Алексидзе заканчивал ужин. Он любил иногда посидеть в
«Арагви», словно здесь была частичка той самой Грузии, которую он потерял. Но
на этот раз на душе было неспокойно. Почему эти подонки решили, что они могут
доверять именно ему, Давиду Алексидзе? И какими возможностями они располагают,
если могут даже вернуть его на прежнее место? Эти вопросы волновали его более
всех остальных.
Он заплатил по счету, оставив, как обычно, щедрые чаевые, и
пошел к выходу.
Право на ношение оружия у него было зарегистрировано по всей
форме, и пистолет привычно давил с левого бока.
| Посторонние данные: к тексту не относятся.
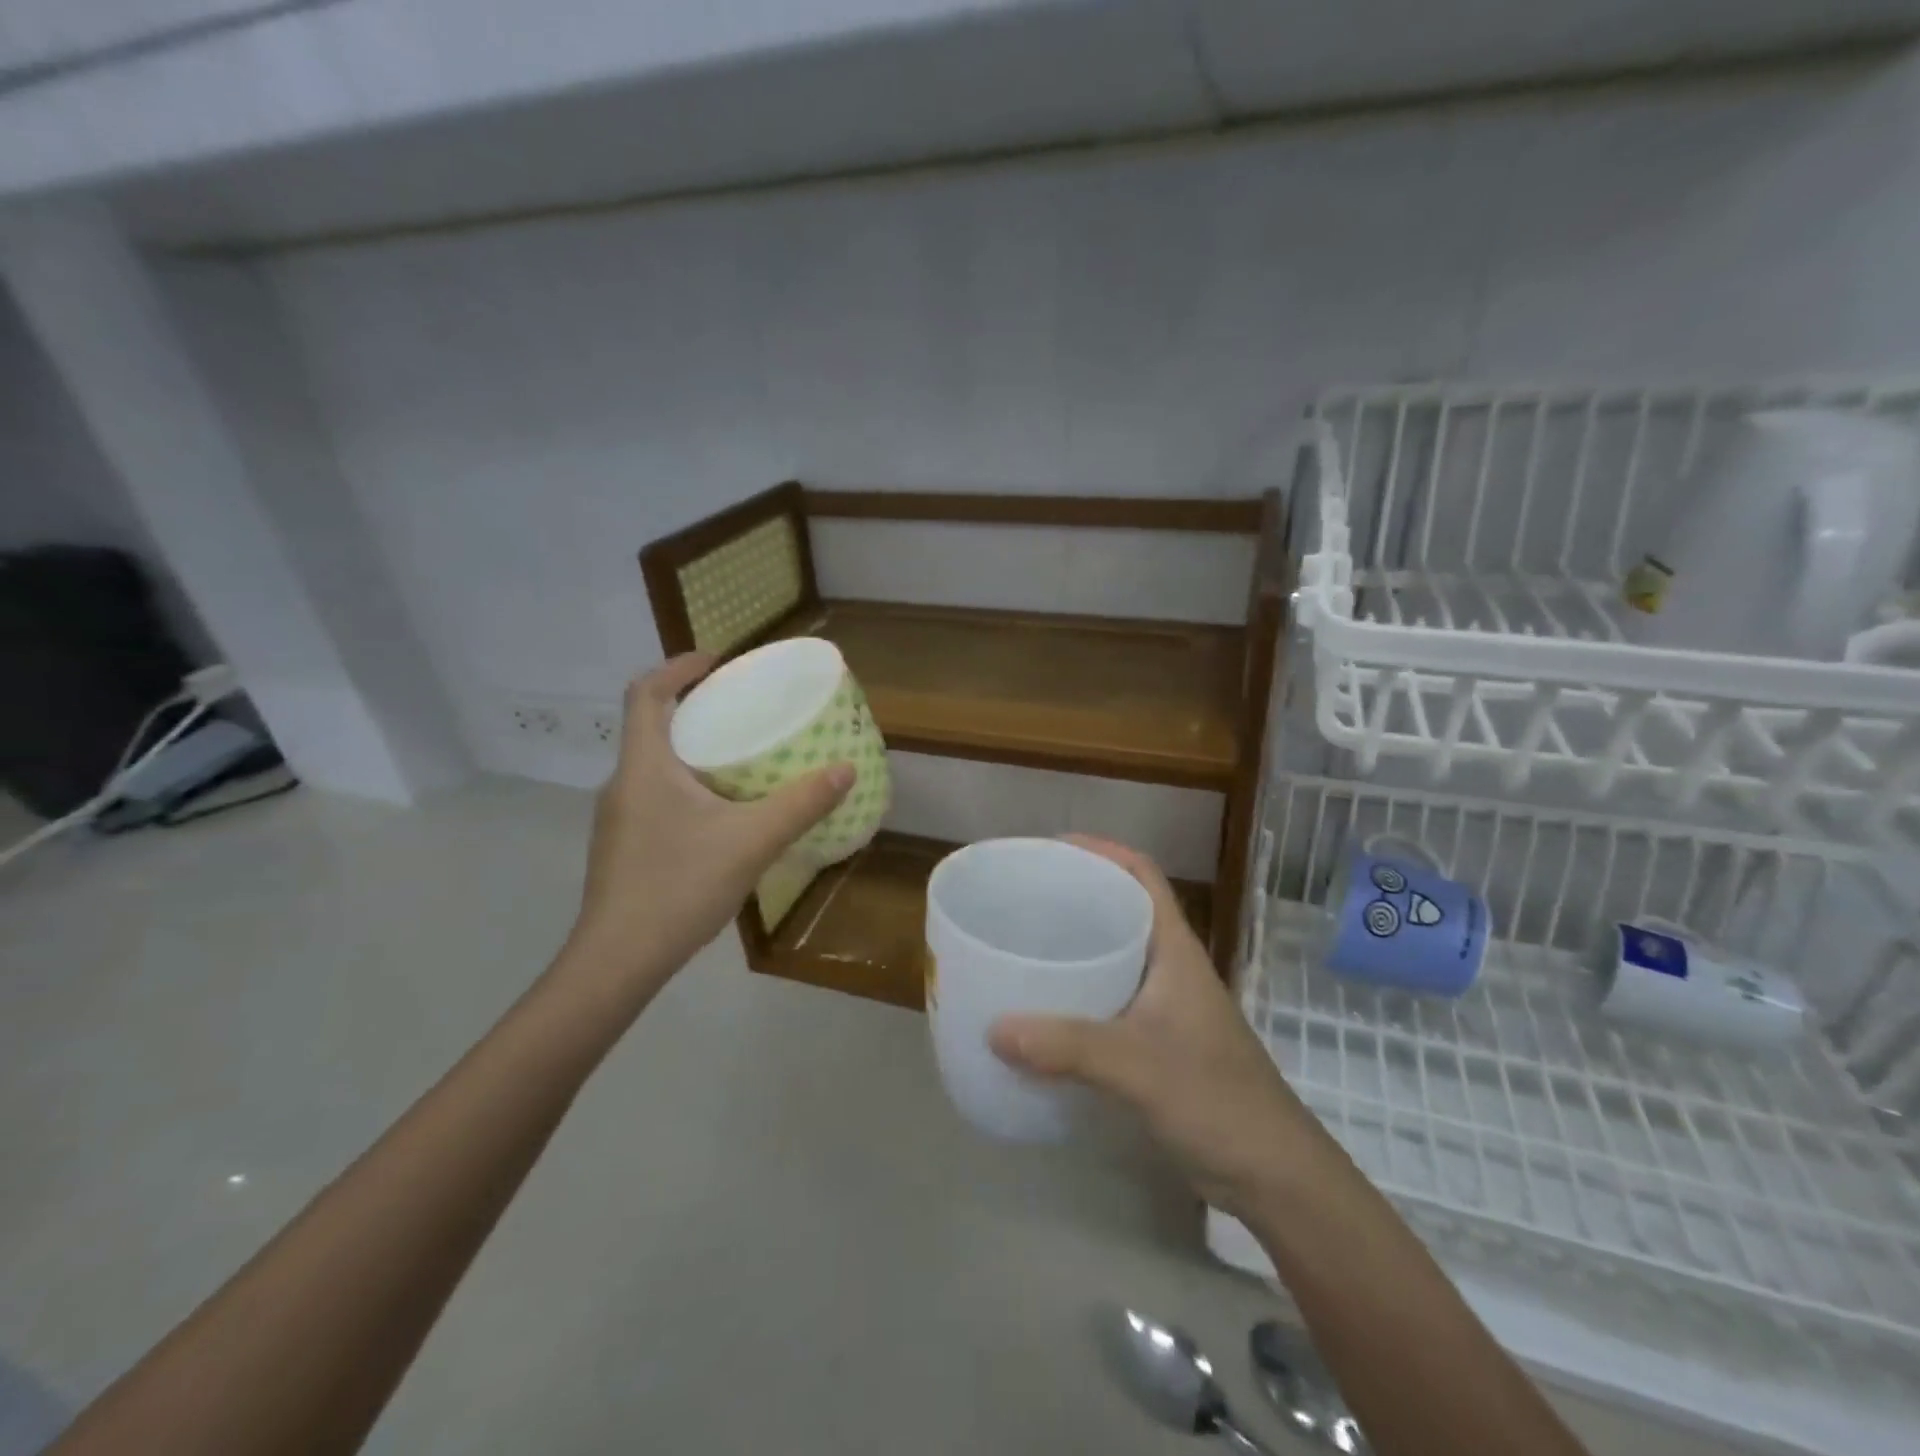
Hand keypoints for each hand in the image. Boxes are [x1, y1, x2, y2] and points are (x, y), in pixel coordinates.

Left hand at [559, 654, 852, 1000]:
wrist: (617, 962)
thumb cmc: (678, 887)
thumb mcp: (751, 842)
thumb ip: (800, 804)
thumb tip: (845, 769)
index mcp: (644, 766)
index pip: (646, 692)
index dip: (678, 667)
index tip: (717, 661)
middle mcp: (623, 783)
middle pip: (652, 726)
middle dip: (695, 709)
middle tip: (743, 709)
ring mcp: (618, 818)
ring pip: (655, 765)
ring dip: (691, 750)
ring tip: (740, 759)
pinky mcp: (623, 847)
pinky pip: (656, 797)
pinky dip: (687, 786)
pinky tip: (721, 816)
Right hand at [988, 836, 1326, 1216]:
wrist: (1274, 1177)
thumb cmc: (1217, 1101)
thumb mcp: (1138, 1066)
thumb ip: (1068, 1047)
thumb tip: (993, 1029)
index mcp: (1176, 950)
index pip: (1142, 875)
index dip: (1102, 850)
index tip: (1051, 849)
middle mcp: (1170, 968)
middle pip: (1122, 910)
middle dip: (1076, 896)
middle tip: (1021, 897)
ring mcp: (1165, 1008)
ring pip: (1113, 958)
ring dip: (1074, 948)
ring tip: (1021, 946)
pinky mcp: (1157, 1045)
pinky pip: (1107, 1002)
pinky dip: (1075, 996)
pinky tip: (1041, 1013)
Он никогда не приезжал сюда на
своем автомобиле. Вот и сейчас, выйдя из ресторана, он прошел площадь перед
памятником Юрию Долгорукому, миновал книжный магазин «Москва» и направился к
ближайшей станции метро.
К своему дому он подошел спустя два часа. Во дворе привычно
сидели старушки, обсуждавшие последние новости. Бегали дети. Было уже довольно
темно, когда он вошел в подъезд. И неожиданно почувствовал нечто тревожное.
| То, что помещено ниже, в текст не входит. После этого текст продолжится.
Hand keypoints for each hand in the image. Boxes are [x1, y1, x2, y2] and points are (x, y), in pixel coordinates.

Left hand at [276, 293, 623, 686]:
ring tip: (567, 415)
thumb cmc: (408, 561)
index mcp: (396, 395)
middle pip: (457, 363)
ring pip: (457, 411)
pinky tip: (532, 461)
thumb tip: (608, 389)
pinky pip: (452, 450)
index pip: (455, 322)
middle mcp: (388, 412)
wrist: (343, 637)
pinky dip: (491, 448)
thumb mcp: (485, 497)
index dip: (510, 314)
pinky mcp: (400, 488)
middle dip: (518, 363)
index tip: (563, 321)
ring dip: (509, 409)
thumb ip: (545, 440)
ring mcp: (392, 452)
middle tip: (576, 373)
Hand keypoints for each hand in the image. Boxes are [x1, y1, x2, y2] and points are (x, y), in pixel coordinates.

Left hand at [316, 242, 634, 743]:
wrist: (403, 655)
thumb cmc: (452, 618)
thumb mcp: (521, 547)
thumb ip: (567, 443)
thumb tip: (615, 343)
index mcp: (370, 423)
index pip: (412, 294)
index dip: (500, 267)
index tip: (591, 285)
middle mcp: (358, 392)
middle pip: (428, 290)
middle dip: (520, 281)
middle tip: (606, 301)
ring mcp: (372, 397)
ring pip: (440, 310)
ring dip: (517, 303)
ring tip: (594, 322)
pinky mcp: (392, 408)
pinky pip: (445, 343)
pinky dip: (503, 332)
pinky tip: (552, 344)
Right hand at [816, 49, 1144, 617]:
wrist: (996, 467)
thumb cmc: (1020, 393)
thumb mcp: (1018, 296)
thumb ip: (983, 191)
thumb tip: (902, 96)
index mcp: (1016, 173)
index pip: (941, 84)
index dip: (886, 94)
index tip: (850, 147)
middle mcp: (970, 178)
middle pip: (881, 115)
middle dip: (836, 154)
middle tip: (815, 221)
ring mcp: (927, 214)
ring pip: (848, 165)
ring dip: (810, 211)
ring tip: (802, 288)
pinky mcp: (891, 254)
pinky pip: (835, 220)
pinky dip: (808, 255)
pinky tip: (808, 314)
Именно почувствовал — в подъезде была необычная концентрация устоявшегося
табачного дыма. Здесь пахло всем, чем обычно пахнет в московских подъездах.
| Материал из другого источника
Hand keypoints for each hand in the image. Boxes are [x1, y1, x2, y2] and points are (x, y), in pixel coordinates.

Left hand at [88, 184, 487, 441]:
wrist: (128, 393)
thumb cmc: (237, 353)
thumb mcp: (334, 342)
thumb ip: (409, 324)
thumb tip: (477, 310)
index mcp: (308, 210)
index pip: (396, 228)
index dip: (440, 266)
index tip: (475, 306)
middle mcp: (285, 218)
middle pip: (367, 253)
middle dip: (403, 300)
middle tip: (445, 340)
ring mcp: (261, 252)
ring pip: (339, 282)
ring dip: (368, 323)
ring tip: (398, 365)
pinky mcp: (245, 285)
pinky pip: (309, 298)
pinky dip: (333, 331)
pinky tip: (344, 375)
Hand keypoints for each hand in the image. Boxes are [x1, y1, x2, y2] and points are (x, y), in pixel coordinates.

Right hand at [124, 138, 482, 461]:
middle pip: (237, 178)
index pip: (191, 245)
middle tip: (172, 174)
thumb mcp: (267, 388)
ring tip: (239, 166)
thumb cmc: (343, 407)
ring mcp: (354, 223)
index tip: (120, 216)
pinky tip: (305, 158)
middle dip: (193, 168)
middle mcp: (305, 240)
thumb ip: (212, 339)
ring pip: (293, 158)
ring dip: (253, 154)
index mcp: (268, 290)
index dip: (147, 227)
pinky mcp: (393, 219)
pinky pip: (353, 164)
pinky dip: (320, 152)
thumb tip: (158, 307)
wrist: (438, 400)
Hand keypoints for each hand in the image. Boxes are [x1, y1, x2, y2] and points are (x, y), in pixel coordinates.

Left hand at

Немного мочой, немного сигаретным дымом, немного гнилыми продуктами, словно специально
брошенными под лестницу, немного пылью. Но сегодня в подъезде стоял устойчивый
запах табачного дыма, который возникает тогда, когда наверху, на первой
лестничной площадке, где висят почтовые ящики, долго стоит человек, который
кого-то ждет.
Алексидзе осторожно достал пистолет. Замер, прислушиваясь.
Наверху определенно кто-то стоял. Сзади послышались шаги. Давид обернулся. В
подъезд вошел старик, живущий на последнем этаже. Он кивнул Алексидзе и,
держась за перила лестницы, начал подниматься.
Давид слушал, прижавшись к стене. Старик повернул за угол,
поднимаясь на следующий лестничный пролет. Алексидзе осторожно поднимался
следом. Если он прав, неизвестный должен сейчас обязательно показаться. И
действительно, через мгновение за спиной старика выросла темная фигура.
Сомнений не было: незнакомец держал в руках оружие. Старик испуганно обернулся,
и неизвестный быстро опустил пистолет, поняв, что ошибается.
Старик, даже не осознав, что чудом избежал смерти, стал
подниматься дальше. Неизвестный что-то пробормотал и обернулся. Прямо в лицо
ему смотрело дуло пистолета Давида Алексидзе. Что бы ни говорили после развала
страны, а в прежнем КГБ умели готовить кадры. Полковник просчитал все
правильно.
— Ты ошибся, — сурово сказал он, держа пистолет в вытянутой
руке.
Киллер держал оружие в руках, но понимал, что любой его жест
будет последним. И стоял, замерев, глядя прямо в дуло пистолета Алексидзе.
— Брось пистолет, — велел Алексидзе, — но без лишних
движений. Просто разожми руки.
Киллер осторожно отпустил пистолет. Тот глухо ударился об
пол, отлетев в сторону.
— Кто? — спросил Алексидзе.
Киллер молчал.
— Мне нужно его имя, — строго сказал Давид, — его настоящее
имя. У тебя есть пять секунд. Мне терять нечего.
Киллер облизнул губы. Умирать очень не хотелось.
— Раз…
Киллер оглянулся. Похоже, этот сумасшедший действительно
будет стрелять.
— Два… Три…
Спасения не было. У него оставалось только две секунды.
— Четыре…
— Стой, — выкрикнул террорист, — меня послал Хромой Гиви.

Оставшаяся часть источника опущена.